Riley: Simon Baker
Cholo: John Leguizamo
Slack: Asia Argento
Charlie: Robert Joy
Kaufman: Dennis Hopper
Big Daddy: Eugene Clark
Universal Pictures presents a film written and directed by George Romero. Running time: 97 min. Unrated director’s cut (contains pervasive strong violence and gore, language, brief sexuality and some drug use).
Three and a half decades ago George Romero turned horror on its head with a nearly Z level zombie flick effort that became a cult hit in Night of the Living Dead. Since then a bevy of remakes, look alikes and not really sequels although they claim to be have followed in his footsteps of zombie related gore fests, but only twice before has he revisited his zombie universe himself. Unlike the copycats, Romero likes his zombies to make some sort of social commentary. His original Night was a banner bearer for the civil rights movement, Dawn of the Dead (the original 1978 version, not the 2004 remake), the best of the series, was a scathing indictment of the American mindset of materialism, while Day of the Dead merely reiterated Dawn’s sentiment with twice as much gore. Finally, Romero returns to his abominable creation with Land of the Dead. The message has changed once again, but so have many other aspects.
The story picks up after the world has been overrun by zombies and the last surviving humans have re-established lives of routine and productivity in a walled city, where societal structure has already delineated a class system with the rich living in luxury high rises while the working class once again struggle through the squalor of the streets. Corruption has re-rooted itself into the way of life, but keeping the living dead outside the walls is the utmost concern.
We are introduced to two zombie hunters. Riley is the Boy Scout type who has designed and built a special living dead arsenal on wheels called Dead Reckoning. Cholo is an opportunist who uses his skills as a zombie killer to run favors for the upper class tower dwellers in hopes to secure his own spot in the lap of luxury. Simon Baker is given a better opportunity to play the action hero here than he was earlier this year in The Ring Two. John Leguizamo (Assault on Precinct 13) takes yet another opportunity here to chew scenery in his own skillful way. Another scene muncher, Dennis Hopper (Speed), is also along for the ride as the financial and power hungry self-appointed ruler of the walled city Kaufman, and Romero gives him all the choicest lines. “In a world where the dead are returning to life, the word ‘trouble’ loses much of its meaning.” and, “Zombies, man. They creep me out.”

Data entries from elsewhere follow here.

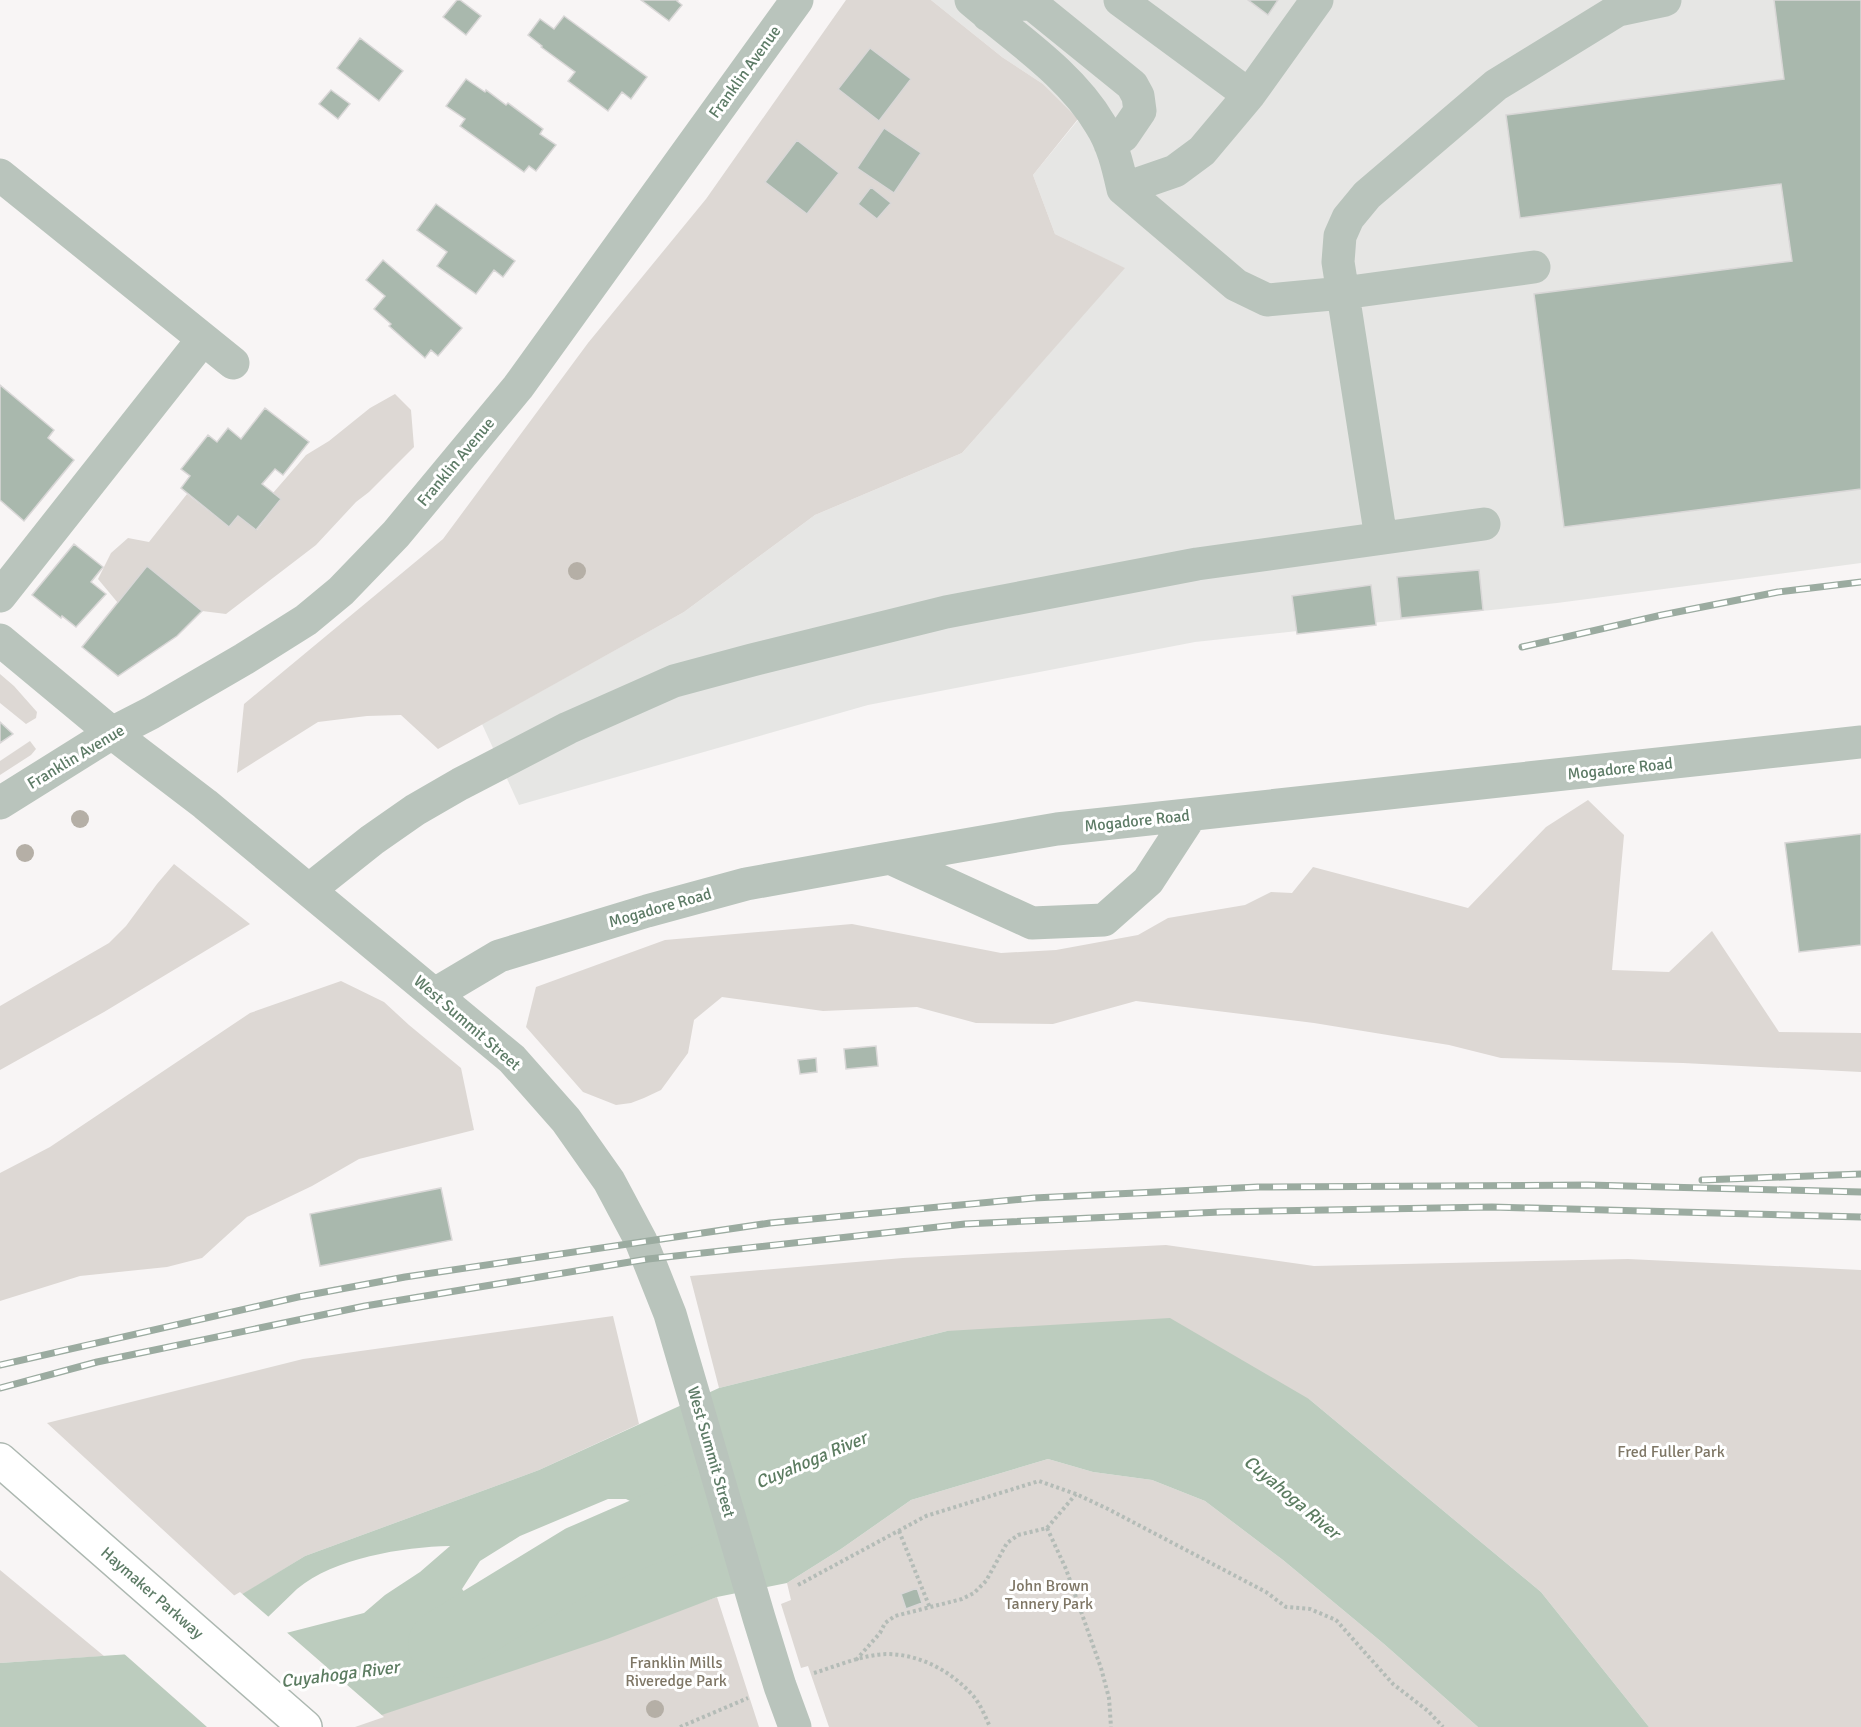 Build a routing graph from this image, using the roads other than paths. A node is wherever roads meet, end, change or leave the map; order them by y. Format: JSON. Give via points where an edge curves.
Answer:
{"nodes":[{"id":1,"x":797,"y":0,"type":"edge"},
{"id":2,"x":1120,"y":0,"type":"edge"},
{"id":3,"x":1317,"y":0,"type":"edge"},
{"id":4,"x":1665,"y":0,"type":"edge"},
{"id":5,"x":979,"y":7,"type":"edge"},
{"id":6,"x":1249,"y":95,"type":"junction"},
{"id":7,"x":1110,"y":144,"type":"junction"},
{"id":8,"x":1,"y":178,"type":"edge"},
{"id":9,"x":1123,"y":189,"type":"junction"},
{"id":10,"x":1534,"y":267,"type":"dead end"},
{"id":11,"x":1342,"y":293,"type":"junction"},
{"id":12,"x":203,"y":339,"type":"junction"},
{"id":13,"x":233,"y":363,"type":"dead end"},
{"id":14,"x":1484,"y":524,"type":"dead end"},
{"id":15,"x":1381,"y":538,"type":"junction"},
{"id":16,"x":0,"y":596,"type":"edge"},
{"id":17,"x":0,"y":640,"type":"edge"},
{"id":18,"x":112,"y":733,"type":"junction"},
{"id":19,"x":1861,"y":742,"type":"edge"},
{"id":20,"x":0,"y":803,"type":"edge"},
{"id":21,"x":1191,"y":815,"type":"junction"},
{"id":22,"x":890,"y":858,"type":"junction"},
{"id":23,"x":309,"y":890,"type":"junction"},
{"id":24,"x":435,"y":994,"type":"junction"},
{"id":25,"x":0,"y":1460,"type":"edge"},
{"id":26,"x":305,"y":1727,"type":"edge"},
{"id":27,"x":795,"y":1727,"type":"edge"}],
"edges":[{"from":1,"to":18,"type":"street","name":"Franklin Avenue","via":[[518,387],[396,534],[341,591],[306,620]]},
{"from":2,"to":6,"type":"street"},
{"from":3,"to":6,"type":"street"},
{"from":4,"to":11,"type":"street","via":[[1618,10],[1496,85],[1367,195],[1348,218],[1340,236]]},
{"from":5,"to":7,"type":"street","via":[[1078,93],[1101,124]]},
{"from":5,"to":7,"type":"street","via":[[1032,4],[1132,85],[1140,111],[1123,136]]},
{"from":6,"to":9,"type":"street","via":[[1202,151],[1175,171]]},
{"from":7,"to":9,"type":"street"},
{"from":8,"to":12,"type":"street"},
{"from":9,"to":11,"type":"street","via":[[1236,285],[1267,300]]},
{"from":10,"to":11,"type":"street"},
{"from":11,"to":15,"type":"street"},
{"from":12,"to":13,"type":"street"},
{"from":12,"to":16,"type":"street"},
{"from":14,"to":15,"type":"street"},
{"from":15,"to":23,"type":"street","via":[[1197,564],[946,612],[674,681],[568,728],[460,784],[372,840]]},
{"from":17,"to":18,"type":"street","name":"West Summit Street"},
{"from":18,"to":20,"type":"street","name":"Franklin Avenue"},
{"from":18,"to":23,"type":"street","name":"West Summit Street"},
{"from":19,"to":21,"type":"street","name":"Mogadore Road"},
{"from":21,"to":22,"type":"street","name":"Mogadore Road","via":[[1057,829]]},
{"from":21,"to":22,"type":"street","via":[[1148,881],[1104,920],[1032,923]]},
{"from":22,"to":24,"type":"street","name":"Mogadore Road","via":[[746,884],[647,910],[499,956]]},
{"from":23,"to":24,"type":"street","name":"West Summit Street"},
{"from":24,"to":27,"type":"street","name":"West Summit Street","via":[[512,1059],[566,1120],[609,1181],[641,1241],[670,1314]]},
{"from":25,"to":26,"type":"main road","name":"Haymaker Parkway"}]}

The real “scene chewers” however, are the zombies themselves. This will be quite an attraction to Dead fans to see that Romero has not gone squeamish in his old age, the gore percentage is up to his standards despite the more accomplished acting and higher production values. In fact, the dead themselves are one of the biggest changes and plot developments of the story. It appears that the dead have begun to evolve. They learn how to use weapons and actually look out for their own well being to a small degree. Everything in baby steps. One zombie, Big Daddy (Eugene Clark, TV’s Tek War),in particular takes an aggressively proactive role in the fate of his fellow zombies as he leads an attack on the city itself. I don’t think it is entirely an accident that this lead zombie is African American, a reference back to the original Night, where a black man was the only person with the capacity to deal with the zombie situation rationally.

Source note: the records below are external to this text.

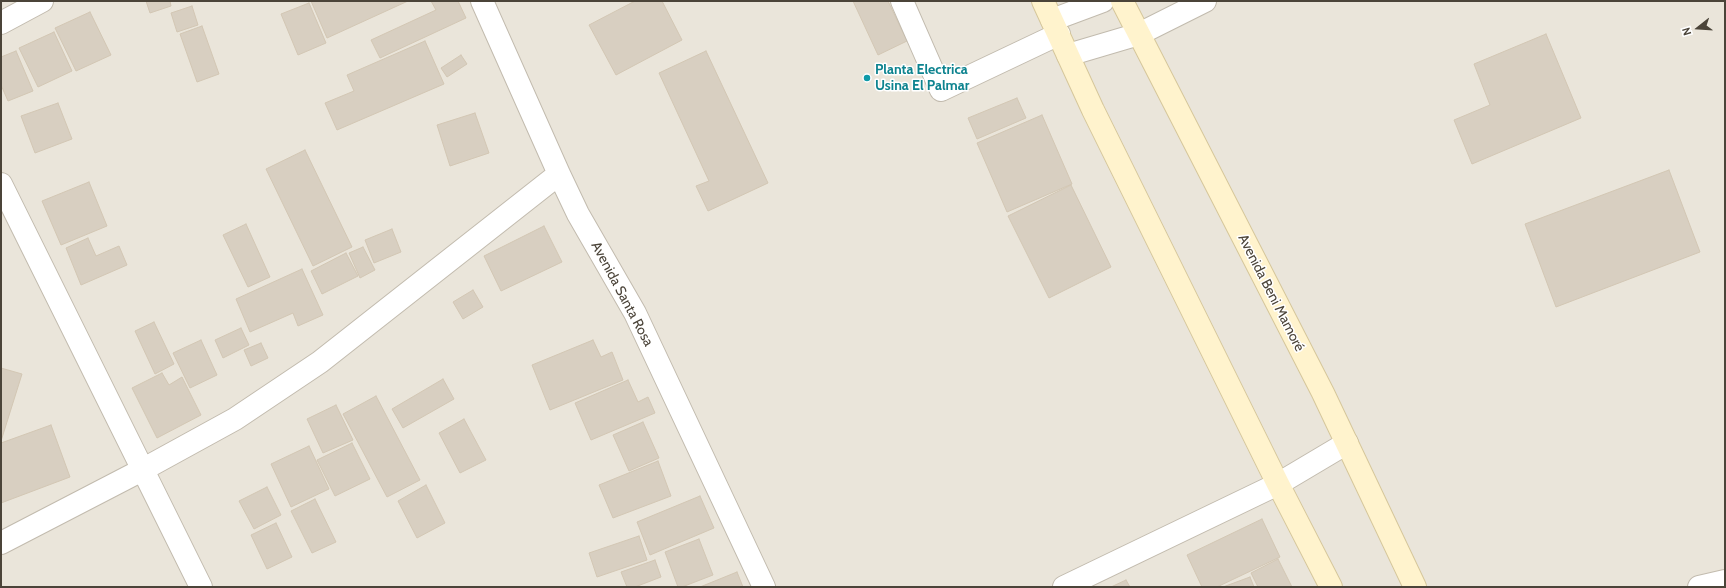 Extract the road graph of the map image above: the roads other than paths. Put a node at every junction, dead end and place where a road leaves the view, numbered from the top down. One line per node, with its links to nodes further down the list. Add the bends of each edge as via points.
1 (42, 1): 8 (street)
2 (482, 1): 12 (street, Avenida Santa Rosa)
3 (902, 1): 9 (street, via 941,90)
4 (1043, 1): 9 (street)
5 (1103, 1): 9 (street)
6 (1122, 1): 10 (street, Avenida Beni Mamoré)
7 (1205, 1): 10 (street)
8 (1, 23)
9 (1056, 27): 11 (street)
10 (1139, 34): 11 (street); 14 (street, Avenida Beni Mamoré)
11 (1068, 55): 16 (street)
12 (559, 174): 15 (street, via 320,362 235,419); 20 (street, Avenida Santa Rosa, via 578,214 635,314)
13 (1, 184): 15 (street)
14 (1347, 443): 16 (street); 23 (street, Avenida Beni Mamoré)
15 (142, 470): 17 (street); 19 (street)
16 (1278, 484): 21 (street); 22 (street)
17 (1, 543)
18 (1725, 581): 24 (street)
19 (200, 587)
20 (764, 587)
21 (1064, 587)
22 (1331, 587)
23 (1415, 587)
24 (1699, 587)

With the civil rights movement almost 40 years old and materialism turned to such a global scale that it has become a moot point, Romero has turned to more topical material. This time he focuses on less universal issues and takes aim at the current White House administration and the War in Iraq. First, the power and social structure of the walled city shows the corruption inherent in a government run as a capitalistic venture. Thugs, like the gambling underlord Chihuahua (Phil Fondacaro, The Polar Express) are utilized to keep the working class distracted from active involvement in bettering their situation and Hopper’s Kaufman is more interested in protecting his own investments than with the security of the people he so graciously rules. The zombies are also starting to develop their own quazi-culture that the living humans are making no effort to understand. Instead the humans are forcing their will upon the zombies who attack back in more of a revolutionary manner than in past Dead films. The human state of being has become based on fear without asking many questions, much like the Bush administration’s “War on Terrorism.”
Unfortunately, Romero also falls victim to one of the illusions of the Bush administration, the illusion that action equals results. Romero takes the action-oriented introduction of Dawn and draws it through the entire feature of Land. As a result Land of the Dead plays much more like an action adventure flick than an issue-driven horror film. There is much more plot in this film than in previous films in the series, including the theft of Dead Reckoning. As Riley forms a team to track the war machine down, the focus is shifted away from Romero’s moral lessons.
Land of the Dead actually makes for a fairly involving action picture, so the drawbacks are not fatal. Romero has the skills as a storyteller and director to tell a compelling adventure, but Land lacks much of the resonating power of the first two Living Dead movies. Perhaps Romero is slowly becoming one of the living dead himself. Hopefully, he sticks around long enough to give us a resurrection.